___ RECORDS FOR THIS TASK

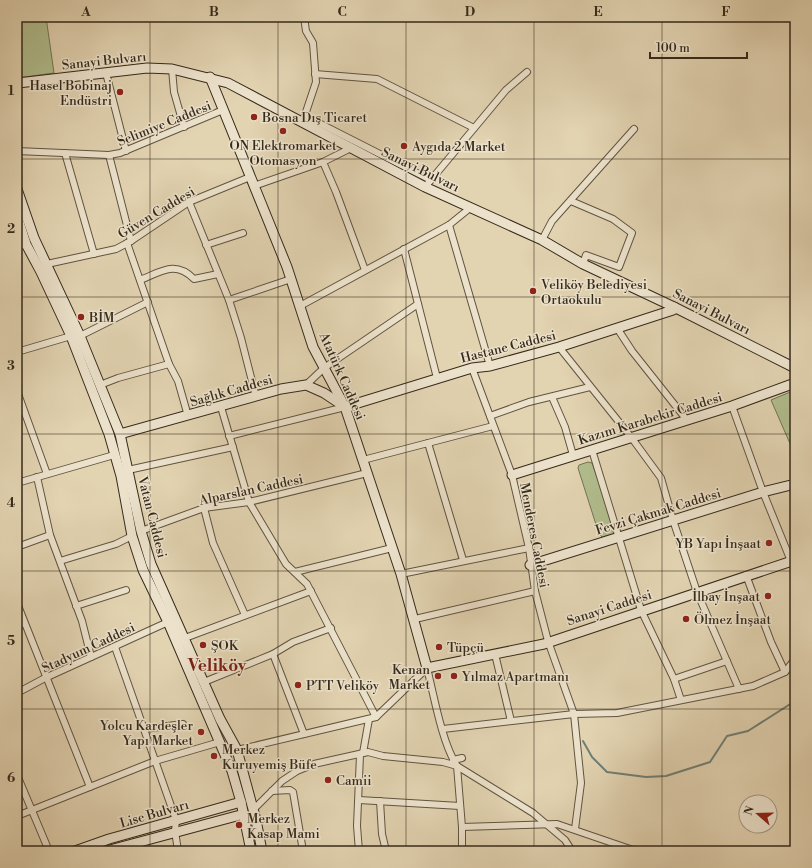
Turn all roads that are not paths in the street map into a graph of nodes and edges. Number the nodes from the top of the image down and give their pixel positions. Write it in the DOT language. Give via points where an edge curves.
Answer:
graph roads {
  1 [pos="304,17"];
  2 [pos="172,69"];
  3 [pos="527,72"];
  4 [pos="106,73"];
  5 [pos="315,74"];
  6 [pos="210,77"];
  7 [pos="17,84"];
  8 [pos="223,110"];
  9 [pos="304,119"];
  10 [pos="184,127"];
  11 [pos="474,128"];
  12 [pos="634,129"];
  13 [pos="351,148"];
  14 [pos="17,151"];
  15 [pos="126,151"];
  16 [pos="65,153"];
  17 [pos="109,155"];
  18 [pos="323,162"];
  19 [pos="250,177"];
  20 [pos="431,180"];
  21 [pos="254,186"];
  22 [pos="425,187"];
  23 [pos="17,189"];
  24 [pos="571,201"];
  25 [pos="189,202"];
  26 [pos="470,208"];
  27 [pos="17,216"];
  28 [pos="449,225"];
  29 [pos="243,233"];
  30 [pos="542,240"];
  31 [pos="129,242"];
  32 [pos="26,244"];
  33 [pos="206,245"];
  34 [pos="17,247"];
  35 [pos="404,249"];
  36 [pos="94,254"];
  37 [pos="47,264"];
  38 [pos="583,264"];
  39 [pos="615,266"];
  40 [pos="365,270"];
  41 [pos="218,274"];
  42 [pos="611,276"];
  43 [pos="291,279"];
  44 [pos="140,280"];
  45 [pos="229,300"];
  46 [pos="148,302"];
  47 [pos="418,304"];
  48 [pos="300,306"];
  49 [pos="674,307"];
  50 [pos="617,328"];
  51 [pos="76,336"];
  52 [pos="559,347"];
  53 [pos="17,352"];
  54 [pos="169,364"];
  55 [pos="490,366"];
  56 [pos="324,368"];
  57 [pos="472,368"];
  58 [pos="795,368"];
  59 [pos="437,378"];
  60 [pos="795,383"];
  61 [pos="100,385"];
  62 [pos="306,385"];
  63 [pos="590,387"];
  64 [pos="17,390"];
  65 [pos="256,397"];
  66 [pos="552,397"];
  67 [pos="732,406"];
  68 [pos="221,407"];
  69 [pos="345,407"];
  70 [pos="188,416"];
  71 [pos="490,416"];
  72 [pos="686,419"];
  73 [pos="493,426"];
  74 [pos="229,436"];
  75 [pos="631,437"];
  76 [pos="121,438"];
  77 [pos="428,443"];
  78 [pos="112,445"];
  79 [pos="233,447"];
  80 [pos="592,450"];
  81 [pos="114,455"];
  82 [pos="573,455"];
  83 [pos="363,460"];
  84 [pos="128,470"];
  85 [pos="367,473"];
  86 [pos="47,474"];
  87 [pos="512,474"];
  88 [pos="37,477"];
  89 [pos="17,483"];
  90 [pos="795,484"];
  91 [pos="763,492"];
  92 [pos="249,502"];
  93 [pos="204,508"];
  94 [pos="673,520"];
  95 [pos="141,531"];
  96 [pos="50,535"];
  97 [pos="132,536"];
  98 [pos="619,537"];
  99 [pos="17,547"];
  100 [pos="392,548"];
  101 [pos="529,548"];
  102 [pos="463,560"];
  103 [pos="793,560"];
  104 [pos="60,561"];
  105 [pos="530,565"];
  106 [pos="795,571"];
  107 [pos="295,572"];
  108 [pos="401,574"];
  109 [pos="746,575"];
  110 [pos="126,590"];
  111 [pos="311,590"];
  112 [pos="535,591"];
  113 [pos="697,592"];
  114 [pos="17,603"];
  115 [pos="76,606"];
  116 [pos="641,610"];
  117 [pos="245,614"];
  118 [pos="415,619"];
  119 [pos="168,622"];
  120 [pos="24,623"];
  121 [pos="17,626"];
  122 [pos="331,628"];
  123 [pos="185,638"];
  124 [pos="548,641"];
  125 [pos="115,647"];
  126 [pos="273,654"];
  127 [pos="495,654"];
  128 [pos="91,657"];
  129 [pos="795,659"];
  130 [pos="727,661"];
  131 [pos="427,668"];
  132 [pos="785,672"];
  133 [pos="45,678"];
  134 [pos="674,679"];
  135 [pos="204,682"];
  136 [pos="739,689"];
  137 [pos="17,693"];
  138 [pos="681,700"];
  139 [pos="574,714"];
  140 [pos="372,718"];
  141 [pos="511,721"];
  142 [pos="183,724"];
  143 [pos="144,729"];
  144 [pos="443,729"];
  145 [pos="304,734"];
  146 [pos="220,742"];
  147 [pos="237,750"];
  148 [pos="361,754"];
  149 [pos="462,758"];
  150 [pos="453,760"];
  151 [pos="155,761"];
  152 [pos="457,766"];
  153 [pos="17,775"];
  154 [pos="90,787"];
  155 [pos="272,791"];
  156 [pos="359,800"];
  157 [pos="380,801"];
  158 [pos="241,802"];
  159 [pos="460,806"];
  160 [pos="32,810"];
  161 [pos="253,810"];
  162 [pos="244,814"];
  163 [pos="17,816"];
  164 [pos="176,820"];
  165 [pos="548,825"];
  166 [pos="462,827"];
  167 [pos="575,829"];
  168 [pos="175,831"];
  169 [pos="105,841"];
  170 [pos="110,850"];
  171 [pos="573,850"];
  172 [pos="49,851"];
  173 [pos="75,851"];
  174 [pos="178,851"];
  175 [pos="251,851"];
  176 [pos="262,851"];
  177 [pos="303,851"];
  178 [pos="359,851"];
  179 [pos="386,851"];
  180 [pos="462,851"];
  181 [pos="636,851"];
  1 -- 5 [label="street" via="306,31 313,43"];
  2 -- 4 [label="street, Sanayi Bulvarı" via="147,68"];
  2 -- 6 [label="street, Sanayi Bulvarı"];
  2 -- 10 [label="street" via="174,92"];
  3 -- 11 [label="street" via="506,90"];
  4 -- 7 [label="street, Sanayi Bulvarı"];
  4 -- 15 [label="street"];
  5 -- 9 [label="street" via="316,82"];
  5 -- 11 [label="street" via="377,79"];
  6 -- 8 [label="street, Atatürk Caddesi"];
  6 -- 9 [label="street, Sanayi Bulvarı"];
  8 -- 10 [label="street, Selimiye Caddesi"];
  8 -- 19 [label="street, Atatürk Caddesi"];
  9 -- 13 [label="street, Sanayi Bulvarı"];
  9 -- 20 [label="street"];
  10 -- 15 [label="street, Selimiye Caddesi"];
  11 -- 20 [label="street"];
  12 -- 24 [label="street"];
  13 -- 18 [label="street"];
  13 -- 22 [label="street, Sanayi Bulvarı"];
  14 -- 16 [label="street, Selimiye Caddesi"];
  15 -- 17 [label="street, Selimiye Caddesi"];
  16 -- 17 [label="street, Selimiye Caddesi"];
  16 -- 36 [label="street"];
  17 -- 31 [label="street"];
  18 -- 21 [label="street"];
  18 -- 40 [label="street"];
  19 -- 21 [label="street, Atatürk Caddesi"];
  19 -- 25 [label="street, Güven Caddesi"];
  20 -- 22 [label="street"];
  21 -- 43 [label="street, Atatürk Caddesi"];
  22 -- 26 [label="street, Sanayi Bulvarı"];
  23 -- 37 [label="street, Vatan Caddesi" via="34,238"];
  24 -- 30 [label="street" via="552,221"];
  24 -- 39 [label="street" via="613,219 632,233 619,267"];
  25 -- 31 [label="street, Güven Caddesi"];
  25 -- 33 [label="street"];
  26 -- 28 [label="street"];
  26 -- 30 [label="street, Sanayi Bulvarı"];
  27 -- 32 [label="street, Vatan Caddesi"];
  28 -- 35 [label="street"];
  28 -- 55 [label="street"];
  29 -- 33 [label="street"];
  30 -- 38 [label="street, Sanayi Bulvarı"];
  31 -- 36 [label="street, Güven Caddesi" via="116,249"];
  31 -- 44 [label="street"];
  32 -- 34 [label="street"];
  32 -- 51 [label="street, Vatan Caddesi"];
  33 -- 41 [label="street"];
  35 -- 40 [label="street"];
  35 -- 47 [label="street"];
  36 -- 37 [label="street, Güven Caddesi"];
  37 -- 51 [label="street, Vatan Caddesi"];
  38 -- 39 [label="street" via="586,255"];
  38 -- 42 [label="street, Sanayi Bulvarı"];
  39 -- 42 [label="street"];
  40 -- 48 [label="street"];
  41 -- 44 [label="street" via="194,279 186,272 172,268"];
  41 -- 45 [label="street"];
  42 -- 49 [label="street, Sanayi Bulvarı"];
  43 -- 45 [label="street"];
  43 -- 48 [label="street, Atatürk Caddesi"];
  44 -- 46 [label="street"];
  45 -- 65 [label="street"];
  46 -- 51 [label="street"];
  46 -- 54 [label="street"];
  47 -- 56 [label="street"];
  47 -- 59 [label="street"];
  48 -- 56 [label="street, Atatürk Caddesi" via="313,347"];
  49 -- 50 [label="street, Hastane Caddesi" via="673,310"];
  49 -- 58 [label="street, Sanayi Bulvarı"];
  50 -- 52 [label="street, Hastane Caddesi"];
  50 -- 72 [label="street"];
  51 -- 53 [label="street"];
  51 -- 61 [label="street, Vatan Caddesi"];
  51 -- 78 [label="street, Vatan Caddesi"];
  52 -- 55 [label="street, Hastane Caddesi"];
  52 -- 63 [label="street"];
  54 -- 61 [label="street"];
  54 -- 70 [label="street" via="178,381"];
  55 -- 57 [label="street, Hastane Caddesi"];
  56 -- 62 [label="street"];
  56 -- 69 [label="street, Atatürk Caddesi"];
  57 -- 59 [label="street, Hastane Caddesi"];
  57 -- 71 [label="street, Menderes Caddesi"];
  59 -- 69 [label="street, Hastane Caddesi"];
  60 -- 67 [label="street, Kazım Karabekir Caddesi"];
  61 -- 76 [label="street, Vatan Caddesi"];
  62 -- 65 [label="street, Sağlık Caddesi"];
  62 -- 69 [label="street"];
  63 -- 66 [label="street"];
  63 -- 75 [label="street"];
  64 -- 86 [label="street"];
  65 -- 68 [label="street, Sağlık Caddesi"];
  66 -- 71 [label="street"];
  66 -- 82 [label="street" via="565,427"];
  67 -- 72 [label="street, Kazım Karabekir Caddesi"];
  67 -- 91 [label="street"];
  68 -- 70 [label="street, Sağlık Caddesi"];
  68 -- 74 [label="street"];
  69 -- 74 [label="street"];
  69 -- 83 [label="street, Atatürk Caddesi"];
  70 -- 76 [label="street, Sağlık Caddesi"];
  71 -- 73 [label="street, Menderes Caddesi"];
  72 -- 75 [label="street, Kazım Karabekir Caddesi"];
  73 -- 77 [label="street"];
  73 -- 87 [label="street, Menderes Caddesi"];
  74 -- 79 [label="street"];
  75 -- 80 [label="street, Kazım Karabekir Caddesi"];
  75 -- 94 [label="street" via="661,478"];
  76 -- 78 [label="street, Sağlık Caddesi"];
  76 -- 84 [label="street, Vatan Caddesi"];
  77 -- 83 [label="street"];
  77 -- 102 [label="street"];
  78 -- 81 [label="street, Vatan Caddesi"];
  79 -- 84 [label="street"];
  79 -- 92 [label="street"];
  80 -- 82 [label="street, Kazım Karabekir Caddesi"];
  80 -- 98 [label="street"];
  81 -- 86 [label="street"];
  81 -- 97 [label="street, Vatan Caddesi" via="121,476"];
  82 -- 87 [label="street, Kazım Karabekir Caddesi"];
  83 -- 85 [label="street, Atatürk Caddesi"];
  84 -- 95 [label="street, Vatan Caddesi"];
  85 -- 92 [label="street, Alparslan Caddesi"];
  85 -- 100 [label="street, Atatürk Caddesi"];
  86 -- 88 [label="street"];
  87 -- 101 [label="street, Menderes Caddesi"];
  88 -- 89 [label="street"];
  88 -- 96 [label="street"];
  90 -- 91 [label="street, Fevzi Çakmak Caddesi"];
  91 -- 94 [label="street, Fevzi Çakmak Caddesi"];
  91 -- 103 [label="street"];
  92 -- 93 [label="street, Alparslan Caddesi"];
  92 -- 107 [label="street" via="286,564"];
  93 -- 95 [label="street, Alparslan Caddesi"];
  93 -- 117 [label="street" via="213,542"];
  94 -- 98 [label="street, Fevzi Çakmak Caddesi"];
  94 -- 113 [label="street"];
  95 -- 123 [label="street, Vatan Caddesi" via="151,564"];
  96 -- 99 [label="street"];
  96 -- 104 [label="street"];
  97 -- 104 [label="street" via="116,544"];
  97 -- 119 [label="street, Vatan Caddesi" via="143,570"];
  98 -- 105 [label="street, Fevzi Çakmak Caddesi"];
  98 -- 116 [label="street"];
  100 -- 107 [label="street"];
  100 -- 108 [label="street, Atatürk Caddesi"];
  101 -- 102 [label="street"];
  101 -- 105 [label="street, Menderes Caddesi"];
  102 -- 108 [label="street"];
  103 -- 106 [label="street"];
  103 -- 109 [label="street, Sanayi Caddesi"];
  104 -- 115 [label="street"];
  105 -- 112 [label="street, Menderes Caddesi"];
  107 -- 111 [label="street"];
  108 -- 118 [label="street, Atatürk Caddesi"];
  109 -- 113 [label="street, Sanayi Caddesi"];
  109 -- 132 [label="street"];
  110 -- 115 [label="street"];
  111 -- 117 [label="street"];
  111 -- 122 [label="street"];
  112 -- 118 [label="street"];
  112 -- 124 [label="street, Menderes Caddesi"];
  113 -- 116 [label="street, Sanayi Caddesi"];
  113 -- 130 [label="street"];
  114 -- 120 [label="street"];
  115 -- 128 [label="street"];
  116 -- 124 [label="street, Sanayi Caddesi"];
  116 -- 134 [label="street"];
  117 -- 123 [label="street"];
  118 -- 131 [label="street, Atatürk Caddesi"];
  119 -- 125 [label="street, Stadyum Caddesi"];
  119 -- 146 [label="street, Vatan Caddesi"];
  120 -- 121 [label="street"];
  120 -- 133 [label="street"];
  122 -- 126 [label="street" via="293,642"];
  122 -- 140 [label="street"];
  123 -- 135 [label="street, Vatan Caddesi"];
  124 -- 127 [label="street, Sanayi Caddesi"];
  124 -- 139 [label="street, Menderes Caddesi"];
  125 -- 128 [label="street, Stadyum Caddesi"];
  125 -- 143 [label="street"];
  126 -- 135 [label="street"];
  126 -- 145 [label="street"];
  127 -- 131 [label="street, Sanayi Caddesi"];
  127 -- 141 [label="street"];
  128 -- 133 [label="street, Stadyum Caddesi"];
  129 -- 132 [label="street"];
  130 -- 134 [label="street"];
  130 -- 136 [label="street"];
  131 -- 140 [label="street"];
  131 -- 144 [label="street"];
  132 -- 136 [label="street" via="753,686"];
  133 -- 137 [label="street, Stadyum Caddesi"];
  133 -- 154 [label="street"];
  134 -- 138 [label="street"];
  135 -- 147 [label="street, Vatan Caddesi"];
  136 -- 138 [label="street"];
  138 -- 139 [label="street" via="617,713"];
  139 -- 141 [label="street"];
  139 -- 167 [label="street, Menderes Caddesi" via="581,783"];
  140 -- 145 [label="street"];
  140 -- 148 [label="street"];
  141 -- 144 [label="street"];
  142 -- 143 [label="street"];
  143 -- 151 [label="street"];
  144 -- 150 [label="street"];
  145 -- 147 [label="street"];
  146 -- 151 [label="street"];
  146 -- 158 [label="street, Vatan Caddesi"];
  147 -- 161 [label="street, Vatan Caddesi"];
  148 -- 152 [label="street" via="368,752"];
  148 -- 155 [label="street" via="308,766 282,781"];
  148 -- 156 [label="street"];
  149 -- 150 [label="street"];
  150 -- 152 [label="street"];
  151 -- 154 [label="street"];
  151 -- 164 [label="street"];
  152 -- 159 [label="street"];
  152 -- 165 [label="street" via="515,801"];
  153 -- 160 [label="street"];
  154 -- 160 [label="street"];
  155 -- 161 [label="street"];
  155 -- 177 [label="street" via="293,792"];
  156 -- 157 [label="street"];
  156 -- 178 [label="street"];
  157 -- 159 [label="street"];
  157 -- 179 [label="street"];
  158 -- 162 [label="street, Vatan Caddesi"];
  158 -- 164 [label="street, Lise Bulvarı"];
  159 -- 166 [label="street"];
  160 -- 163 [label="street"];
  160 -- 172 [label="street"];
  161 -- 176 [label="street, Vatan Caddesi"];
  162 -- 168 [label="street, Lise Bulvarı"];
  162 -- 175 [label="street, Vatan Caddesi"];
  164 -- 168 [label="street"];
  164 -- 169 [label="street, Lise Bulvarı"];
  165 -- 166 [label="street"];
  165 -- 167 [label="street" via="557,824"];
  165 -- 171 [label="street"];
  166 -- 180 [label="street"];
  167 -- 181 [label="street"];
  168 -- 170 [label="street, Lise Bulvarı"];
  168 -- 174 [label="street"];
  169 -- 170 [label="street"];
  169 -- 173 [label="street, Lise Bulvarı"];
}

______

TASK: Using the listing, collect all lines in which the string "roads" is found.

YOUR SOLUTION:
Turn all roads that are not paths in the street map into a graph of nodes and edges. Number the nodes from the top of the image down and give their pixel positions. Write it in the DOT language. Give via points where an edge curves.
graph roads {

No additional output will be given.